Nitric oxide–mediated regulation of retinoic acid–induced cartilage breakdown

OBJECTIVE: The aim of this research is to characterize the most appropriate concentration of Foetalbovine serum [FBS] for culture maintenance, and determine the apoptosis rate in the culture system, and also to investigate the induction of proteoglycan catabolism and the role of nitric oxide [NO] on proteoglycans [PG] loss. Furthermore it also aims to study the involvement of specific nitric oxide signaling pathways and to determine the involvement of matrix metalloproteinase [MMPs] in the degradation of proteoglycans.

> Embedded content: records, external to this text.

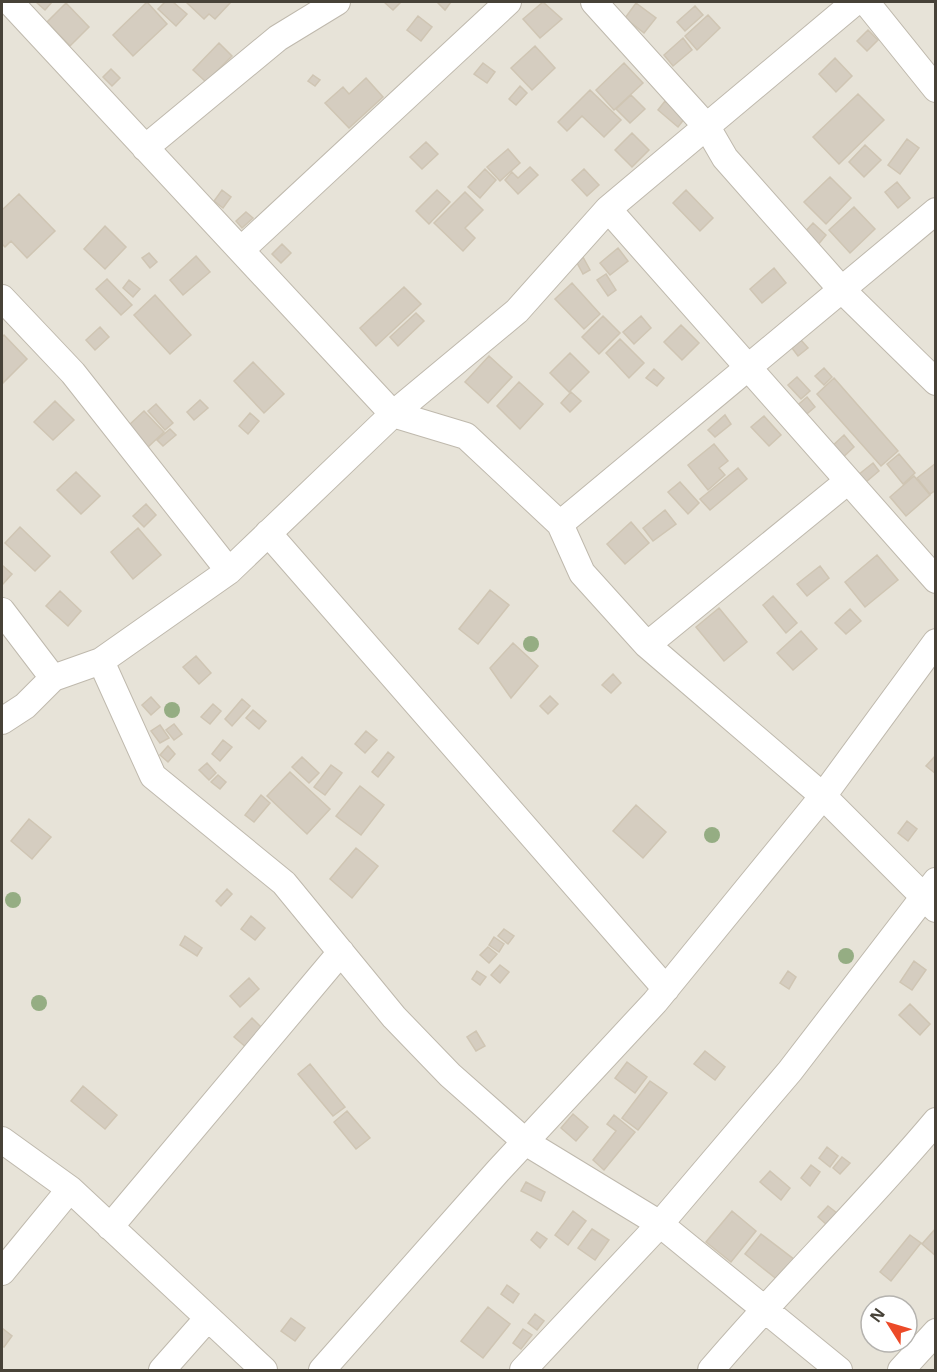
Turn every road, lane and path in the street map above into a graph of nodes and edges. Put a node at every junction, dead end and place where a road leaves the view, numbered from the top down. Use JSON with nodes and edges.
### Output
{"nodes":[{"id":1,"x":10,"y":2,"type":"edge"},
{"id":2,"x":338,"y":2,"type":"edge"},
{"id":3,"x":508,"y":2,"type":"edge"},
{"id":4,"x":594,"y":2,"type":"edge"},
{"id":5,"x":855,"y":2,"type":"edge"},
{"id":6,"x":866,"y":2,"type":"edge"},
{"id":7,"x":936,"y":89,"type":"edge"},
{"id":8,"x":707,"y":127,"type":"junction"},
{"id":9,"x":145,"y":148,"type":"junction"},
{"id":10,"x":608,"y":209,"type":"junction"},
{"id":11,"x":936,"y":211,"type":"edge"},
{"id":12,"x":241,"y":250,"type":"junction"},
{"id":13,"x":841,"y":289,"type":"junction"},
{"id":14,"x":2,"y":298,"type":"edge"},
{"id":15,"x":748,"y":368,"type":"junction"},
{"id":16,"x":936,"y":382,"type":"edge"},
{"id":17,"x":393,"y":414,"type":"junction"},
{"id":18,"x":848,"y":481,"type":"junction"},
{"id":19,"x":560,"y":524,"type":"junction"},
{"id":20,"x":268,"y":533,"type":"junction"},
{"id":21,"x":229,"y":571,"type":"junction"},
{"id":22,"x":936,"y":580,"type":"edge"},
{"id":23,"x":2,"y":611,"type":"edge"},
{"id":24,"x":936,"y":642,"type":"edge"},
{"id":25,"x":646,"y":645,"type":"junction"},
{"id":26,"x":101,"y":661,"type":"junction"},
{"id":27,"x":53,"y":678,"type":"junction"},
{"id":28,"x":2,"y":721,"type":"edge"},
{"id":29,"x":822,"y":796,"type":"junction"},
{"id":30,"x":931,"y":895,"type":"edge"},
{"id":31,"x":341,"y":952,"type":"junction"},
{"id":32,"x":666,"y":989,"type":"junction"},
{"id":33,"x":936,"y":1121,"type":"edge"},
{"id":34,"x":2,"y":1140,"type":"edge"},
{"id":35,"x":527,"y":1143,"type":"junction"},
{"id":36,"x":70,"y":1189,"type":"junction"},
{"id":37,"x":660,"y":1224,"type":"junction"},
{"id":38,"x":110,"y":1227,"type":"junction"},
{"id":39,"x":2,"y":1272,"type":"edge"},
{"id":40,"x":765,"y":1307,"type":"junction"},
{"id":41,"x":208,"y":1318,"type":"junction"},
{"id":42,"x":936,"y":1332,"type":"edge"},
{"id":43,"x":162,"y":1371,"type":"edge"},
{"id":44,"x":264,"y":1371,"type":"edge"},
{"id":45,"x":322,"y":1371,"type":"edge"},
{"id":46,"x":523,"y":1371,"type":"edge"},
{"id":47,"x":711,"y":1371,"type":"edge"},
{"id":48,"x":839,"y":1371,"type":"edge"},
{"id":49,"x":900,"y":1371,"type":"edge"}],
"edges":[{"from":1,"to":9,"type":"street"},
{"from":2,"to":9,"type":"street"},
{"from":3,"to":12,"type":"street"},
{"from":4,"to":8,"type":"street"},
{"from":5,"to":8,"type":"street"},
{"from":6,"to":7,"type":"street"},
{"from":8,"to":10,"type":"street"},
{"from":8,"to":13,"type":"street"},
{"from":9,"to":12,"type":"street"},
{"from":10,"to":15,"type":"street"},
{"from":10,"to":17,"type":"street"},
{"from":11,"to":13,"type":"street"},
{"from":12,"to":17,"type":"street"},
{"from":13,"to":15,"type":"street"},
{"from":13,"to":16,"type":"street"},
{"from":14,"to":21,"type":"street"},
{"from":15,"to":18,"type":"street"},
{"from":15,"to":19,"type":"street"},
{"from":17,"to":19,"type":"street"},
{"from":17,"to":20,"type":"street"},
{"from":18,"to":22,"type":"street"},
{"from":18,"to":25,"type":"street"},
{"from":19,"to":25,"type":"street"},
{"from":20,"to":21,"type":"street"},
{"from":20,"to":32,"type":"street"},
{"from":21,"to":26,"type":"street"},
{"from":23,"to":27,"type":"street"},
{"from":24,"to":29,"type":"street"},
{"from":25,"to":29,"type":"street"},
{"from":26,"to":27,"type":"street"},
{"from":26,"to":31,"type":"street"},
{"from":27,"to":28,"type":"street"},
{"from":29,"to":30,"type":"street"},
{"from":29,"to":32,"type":"street"},
{"from":30,"to":37,"type":"street"},
{"from":31,"to":35,"type":"street"},
{"from":31,"to":38,"type":"street"},
{"from":32,"to":35,"type":"street"},
{"from":33,"to":40,"type":"street"},
{"from":34,"to":36,"type":"street"},
{"from":35,"to":37,"type":"street"},
{"from":35,"to":45,"type":"street"},
{"from":36,"to":38,"type":"street"},
{"from":36,"to":39,"type":"street"},
{"from":37,"to":40,"type":"street"},
{"from":37,"to":46,"type":"street"},
{"from":38,"to":41,"type":"street"},
{"from":40,"to":47,"type":"street"},
{"from":40,"to":48,"type":"street"},
{"from":41,"to":43,"type":"street"},
{"from":41,"to":44,"type":"street"},
{"from":42,"to":49,"type":"street"}]}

METHODS: Proteoglycan degradation was investigated with 1 μmol/L retinoic acid [RA] and NO donor Diethylenetriamine DETA-NONOate in bovine cartilage explant cultures. Signaling pathways were investigated using specific inhibitors. Nitrite, an end product of NO metabolism, was measured in media by the Griess reaction. Matrix metalloproteinase [MMP] activity was investigated by gelatinase zymography and chondrocyte apoptosis in cultures was assessed using active caspase-3 immunohistochemistry.

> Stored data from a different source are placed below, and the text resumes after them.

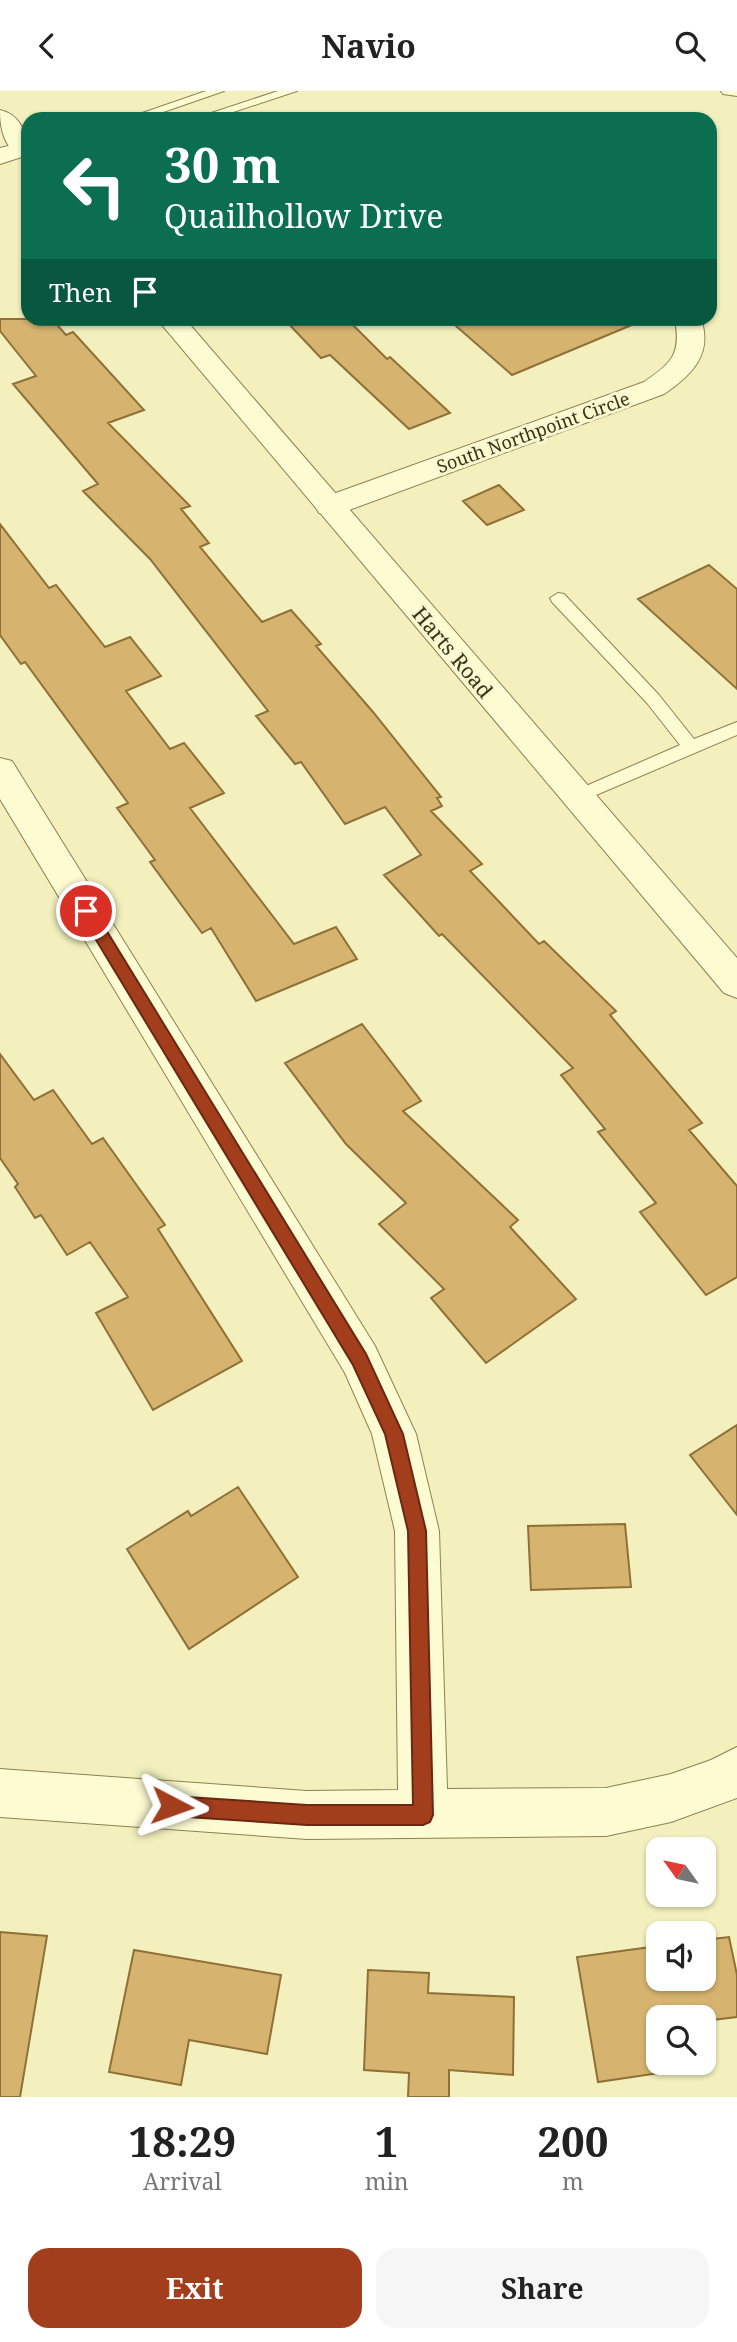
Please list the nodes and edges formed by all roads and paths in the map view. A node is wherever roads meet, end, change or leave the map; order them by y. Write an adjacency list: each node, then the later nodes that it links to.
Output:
1 (218, 91): 5 (lane)
2 (291, 91): 6 (lane)
3 (727, 91): 4 (lane)
4 (737, 92)
5 (153, 112)
6 (222, 112)
7 (0, 117): 8 (street)
8 (21, 142)
9 (21, 151): 10 (street)
10 (0, 156)
11 (177, 326): 13 (street, Harts Road)
12 (691, 326): 13 (street, South Northpoint Circle)
13 (330, 506): 18 (street, Harts Road)
14 (558, 598): 16 (lane)
15 (737, 728): 16 (lane)
16 (691, 747): 18 (lane)
17 (0, 770): 22 (street)
18 (576, 797): 19 (street, Harts Road)
19 (737, 983)
20 (737, 1771): 22 (street)
21 (0, 1793): 22 (street)
22 (423, 1815)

RESULTS: Low rates of apoptosis were identified relative to positive control samples. Retinoic acid at 1μmol/L caused a significant increase in proteoglycan loss and this effect was completely reversed in the presence of NO. The zymography results did not show a difference in MMP activity. It was also found that p38 and p42/44 MAPKs, ROCK and soluble guanylate cyclase activities were involved in RA induced PG loss but not in NO mediated anti-catabolic.

CONCLUSION: This study demonstrates that 1% FBS is the most appropriate concentration to study PG loss in bovine culture model. In our culture system there are likely to be low levels of apoptosis due to the tissue culturing procedure and PG loss in RA-induced cultures is mediated by proteinases other than MMPs.